Haltung zum Krieg in der Ukraine

Seit dem Einmarsch Russlands in die Ukraine fällt die DKP bundesweit dadurch auf, dass sie den Krieg verharmlost, teilweise legitimiert oder begrüßt und sich dabei der russischen Propaganda bedient. Die offiziellen Forderungen beschränken sich auf Verhandlungen, Waffenstillstand und Rücknahme der Sanktionen. Aber auch in Friedensbündnissen wird gegen die Forderung nach einem Abzug der russischen Truppen agitiert. Einige – auch hochrangige – Parteimitglieder feiern sogar die „Befreiung“ ukrainischer Städte durch die russische Armee.[1]

Dabei übernimmt die DKP teilweise offen russische Propaganda: Die Hauptschuld liege bei der NATO, angeblich gehe es um den Kampf gegen den Faschismus und den Schutz der russischsprachigen Bevölkerung. Die anhaltende Nähe zur KPRF, die mit der Forderung nach Anerkennung der Donbass-Republiken selbst als Kriegstreiber auftrat, spricht Bände. Diese Positionen werden mit verschiedenen Versatzstücken kommunistischer Theorie begründet, die im Folgenden einer Kritik unterzogen werden.
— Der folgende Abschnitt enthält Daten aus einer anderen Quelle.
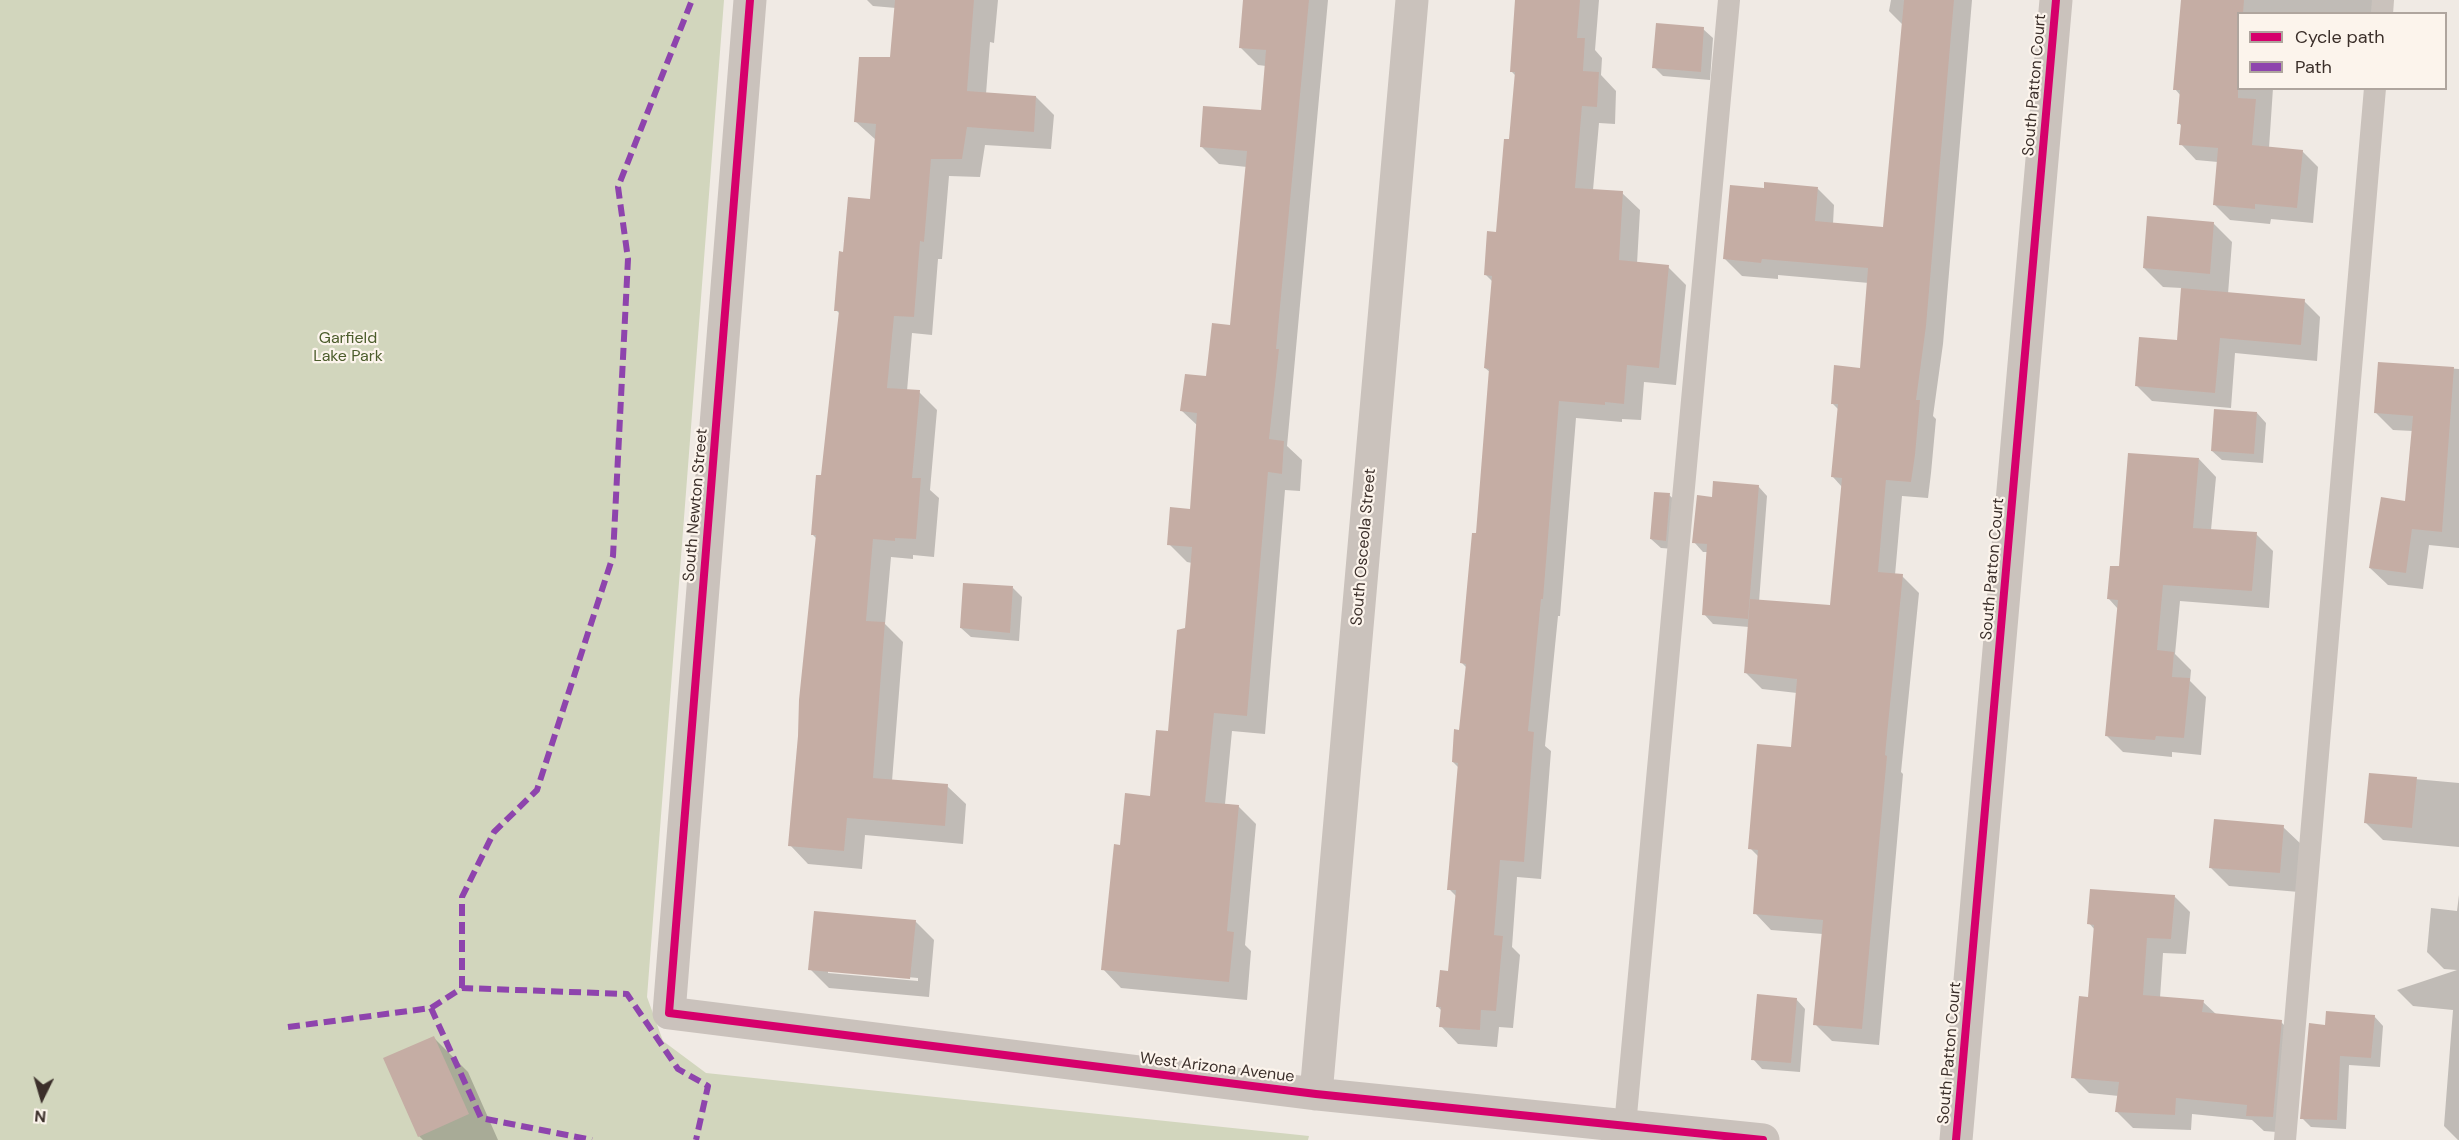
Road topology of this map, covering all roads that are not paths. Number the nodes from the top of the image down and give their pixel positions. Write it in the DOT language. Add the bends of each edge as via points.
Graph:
graph roads {
  1 [pos="750,0"];
  2 [pos="1412,0"];
  3 [pos="1729,0"];
  4 [pos="2056,0"];
  5 [pos="2375,90"];
  6 [pos="669,1013"];
  7 [pos="1316,1094"];
  8 [pos="1625,1126"];
  9 [pos="1763,1140"];
  10 [pos="1956,1140"];
  11 [pos="2285,1140"];
  1 -- 6 [label="street, South Newton Street"];
  2 -- 7 [label="street, South Osceola Street"];
  3 -- 8 [label="lane"];
  4 -- 10 [label="street, South Patton Court"];
  5 -- 11 [label="lane"];
  6 -- 7 [label="street, West Arizona Avenue"];
  7 -- 8 [label="street, West Arizona Avenue"];
  8 -- 9 [label="street, West Arizona Avenue"];
}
Der russische Einmarsch wird von der DKP als taktische Offensive bewertet, die jedoch in einen strategischen Defensivrahmen eingebettet ist. Der an sich nicht zu beanstandende Verweis auf die Vorgeschichte des Krieges wird zur Legitimation, wo diese nur einen Aggressor kennt – die USA. Die innere Verfasstheit Russlands, die reaktionäre völkisch-nationalistische Kriegspropaganda und die konterrevolutionären Interventionen als Regionalmacht werden ausgeblendet. Dem liegt eine Unterscheidung zwischen Innen- und Außenpolitik der Russischen Föderation zugrunde, wie sie etwa der Parteitheoretiker Willi Gerns 2014 vorgenommen hat: Diese Außenpolitik sei wiederum gespalten in eine imperialistische Seite, die sich als untergeordneter Rohstofflieferant in die US-EU-Weltordnung einfügt, und eine gegen die USA gerichtete Seite der Außenpolitik:

„In der heutigen Konfrontation zwischen US-Imperialismus / NATO einerseits und Russland andererseits ist die erstgenannte Seite, die ihre militärischen Kräfte unter Bruch getroffener Vereinbarungen immer dichter und umfangreicher an die Russischen Grenzen heranführt und damit das Land immer direkter bedroht, eindeutig der Aggressor. Russland wird gezwungen sich und seine legitimen Interessen zu verteidigen. (…) Dieses Bestreben Russlands liegt objektiv im Interesse von Frieden und gesellschaftlichem Fortschritt, weil eine multipolare Weltordnung dem Weltpolizisten USA, NATO und EU-Grenzen setzen kann.“[2]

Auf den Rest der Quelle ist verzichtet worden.